2. A wireless communications device comprising:
a power amplifier supplying a signal for transmitting, the power amplifier having a variable output power responsive to a power control signal and a variable output impedance according to the output power;
an antenna having an input impedance, the antenna comprising:
a radiating element antenna for transmitting the signal supplied by the power amplifier;
an antenna impedance controller responsive to the power control signal, to the power amplifier output power, or to the power amplifier output impedance; and
controllable structural elements controllable by the antenna impedance controller for determining the antenna input impedance and therefore the impedance into which the power amplifier operates to increase the power amplifier efficiency.
3. The wireless communications device of claim 2 wherein the antenna impedance controller controls the input impedance between a first and a second value by changing characteristics of the controllable structural elements.
4. The wireless communications device of claim 2 wherein the input impedance is continuously controlled to maintain the power amplifier efficiency substantially at a predetermined efficiency.
5. The wireless communications device of claim 2 wherein the controllable structural elements comprise a feed terminal connected to the radiating element, and wherein the antenna impedance controller controls the input impedance of the antenna by modifying a location of the feed terminal on the radiating element.
6. The wireless communications device of claim 2 wherein the controllable structural elements comprise a ground terminal connected between the radiating element and a ground, and wherein the antenna impedance controller controls the input impedance of the antenna by modifying a location of the ground terminal on the radiating element.
7. The wireless communications device of claim 2 wherein the controllable structural elements comprise a feed terminal connected to the radiating element and a ground terminal connected between the radiating element and a ground, and wherein the antenna impedance controller controls the input impedance of the antenna by modifying a distance between the feed terminal and the ground terminal or a location of one or both of the feed terminal and the ground terminal on the radiating element.
8. The wireless communications device of claim 2 further comprising transmitting circuits for producing an information signal supplied to the power amplifier, wherein the power amplifier supplies the signal in response to the information signal, and wherein the transmitting circuits produce a control signal input to the antenna impedance controller for controlling the antenna input impedance.
9. The wireless communications device of claim 2 wherein the power amplifier supplies a control signal to the antenna impedance controller for use by the antenna impedance controller to control the controllable structural elements and thereby the antenna input impedance, wherein the control signal represents an operating parameter of the power amplifier or a characteristic of the signal.
10. The wireless communications device of claim 2 wherein the antenna impedance controller is further responsive to a voltage standing wave ratio of the signal for use by the antenna impedance controller for controlling the input impedance of the antenna.
11. The wireless communications device of claim 2 further comprising a manually operated control element for controlling the impedance into which the power amplifier operates in response to manual manipulation of the control element.
Description

This application claims the benefit of U.S. Provisional Patent Application No. 60/619,231 filed on Oct. 15, 2004.

FIELD OF THE INVENTION

The present invention is related generally to antennas for wireless communications devices and specifically to methods and apparatuses for adaptively controlling antenna parameters to improve performance of the communications device.

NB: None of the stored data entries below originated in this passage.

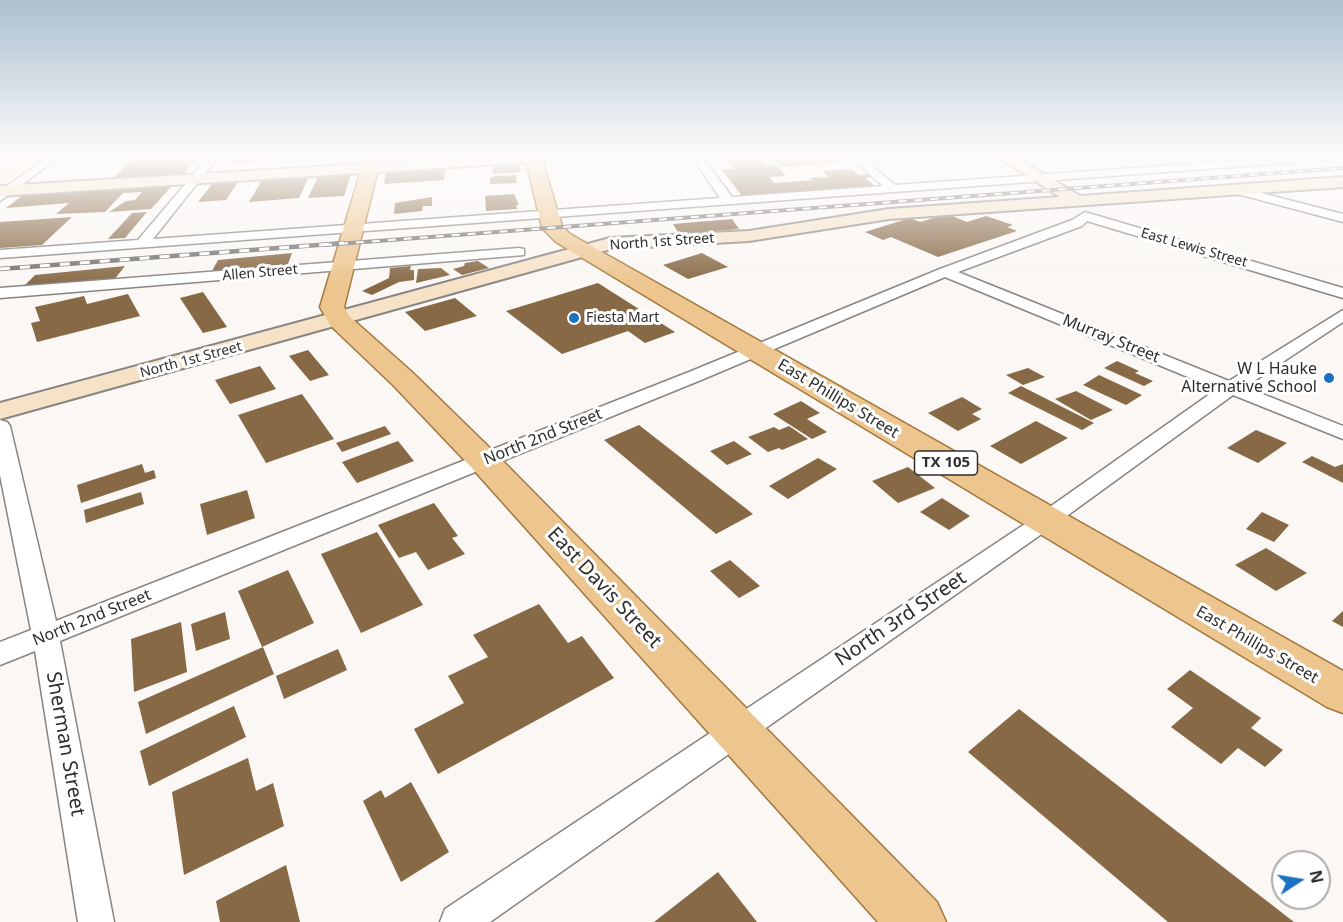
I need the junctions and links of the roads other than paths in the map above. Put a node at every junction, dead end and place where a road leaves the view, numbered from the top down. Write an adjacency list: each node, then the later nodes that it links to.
1 (177, 200): 11 (street)
2 (361, 200): 12 (main road)
3 (544, 200): 10 (main road)
4 (728, 200): 10 (street)
5 (1072, 200): 8 (street, East Lewis Street)
6 (1154, 200): 8 (street)
7 (1273, 200): 9 (street)
8 (1082, 209): 13 (street, North 1st Street); 16 (street, North 2nd Street); 18 (street, East Lewis Street)
9 (1343, 218)
10 (549, 221): 12 (street); 13 (main road, East Phillips Street / TX 105)
11 (142, 244): 12 (street); 15 (street)
12 (347, 246): 14 (street, Allen Street); 17 (street, Allen Street); 20 (main road)
13 (583, 250): 20 (street, North 1st Street); 21 (main road, East Phillips Street / TX 105)
14 (519, 252)
15 (0, 254)
16 (945, 272): 21 (street, North 2nd Street); 22 (street, Murray Street)
17 (0, 293)
18 (1343, 293)
19 (1343, 315): 22 (street, North 3rd Street)
20 (339, 320): 23 (street, North 1st Street); 26 (main road, East Davis Street)
21 (757, 351): 26 (street, North 2nd Street); 27 (main road, East Phillips Street / TX 105)
22 (1232, 387): 25 (street, Murray Street); 27 (street, North 3rd Street)
23 (0, 411)
24 (0, 426): 28 (street, Sherman Street)
25 (1343, 433)
26 (484, 461): 28 (street, North 2nd Street); 31 (main road, East Davis Street)
27 (1045, 521): 30 (main road, East Phillips Street / TX 105); 31 (street, North 3rd Street)
28 (46, 636): 29 (street, North 2nd Street); 32 (street, Sherman Street)
29 (0, 654)
30 (1343, 694)
31 (738, 731): 33 (street, North 3rd Street); 34 (main road, East Davis Street)
32 (96, 922)
33 (458, 922)
34 (917, 922)

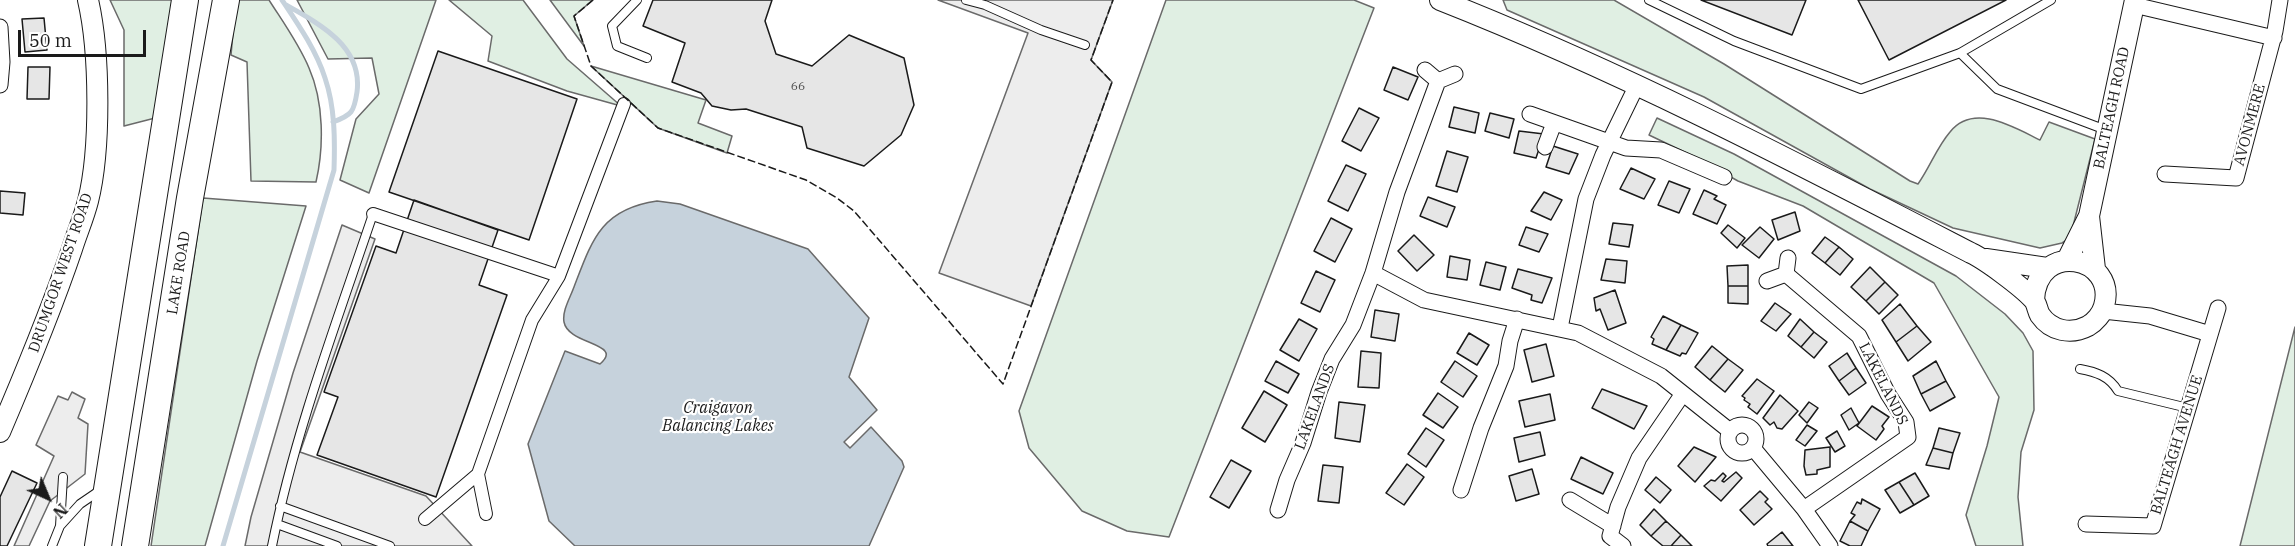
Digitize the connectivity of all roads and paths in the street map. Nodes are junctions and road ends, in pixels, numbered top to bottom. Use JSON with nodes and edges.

BACKGROUND OF THE INVENTION

It is known that antenna performance is dependent upon the size, shape and material composition of the antenna elements, the interaction between elements and the relationship between certain antenna physical parameters (e.g., length for a linear antenna and diameter for a loop antenna) and the wavelength of the signal received or transmitted by the antenna. These physical and electrical characteristics determine several antenna operational parameters, including input impedance, gain, directivity, signal polarization, resonant frequency, bandwidth and radiation pattern.

Generally, an operable antenna should have a minimum physical antenna dimension on the order of a half wavelength (or a multiple thereof of the operating frequency to limit energy dissipated in resistive losses and maximize transmitted or received energy. Due to the effect of a ground plane image, a quarter wavelength antenna (or odd integer multiples thereof) operative above a ground plane exhibits properties similar to a half wavelength antenna. Communications device product designers prefer an efficient antenna that is capable of wide bandwidth and/or multiple frequency band operation, electrically matched to the transmitting and receiving components of the communications system, and operable in multiple modes (e.g., selectable signal polarizations and selectable radiation patterns).

The half-wavelength dipole antenna is commonly used in many applications. The radiation pattern is the familiar donut shape with most of the energy radiated uniformly in the azimuth direction and little radiation in the elevation direction. Frequency bands of interest for certain communications devices are 1710 to 1990 MHz and 2110 to 2200 MHz. A half-wavelength dipole antenna is approximately 3.11 inches long at 1900 MHz, 3.45 inches long at 1710 MHz, and 2.68 inches long at 2200 MHz. The typical gain is about 2.15 dBi.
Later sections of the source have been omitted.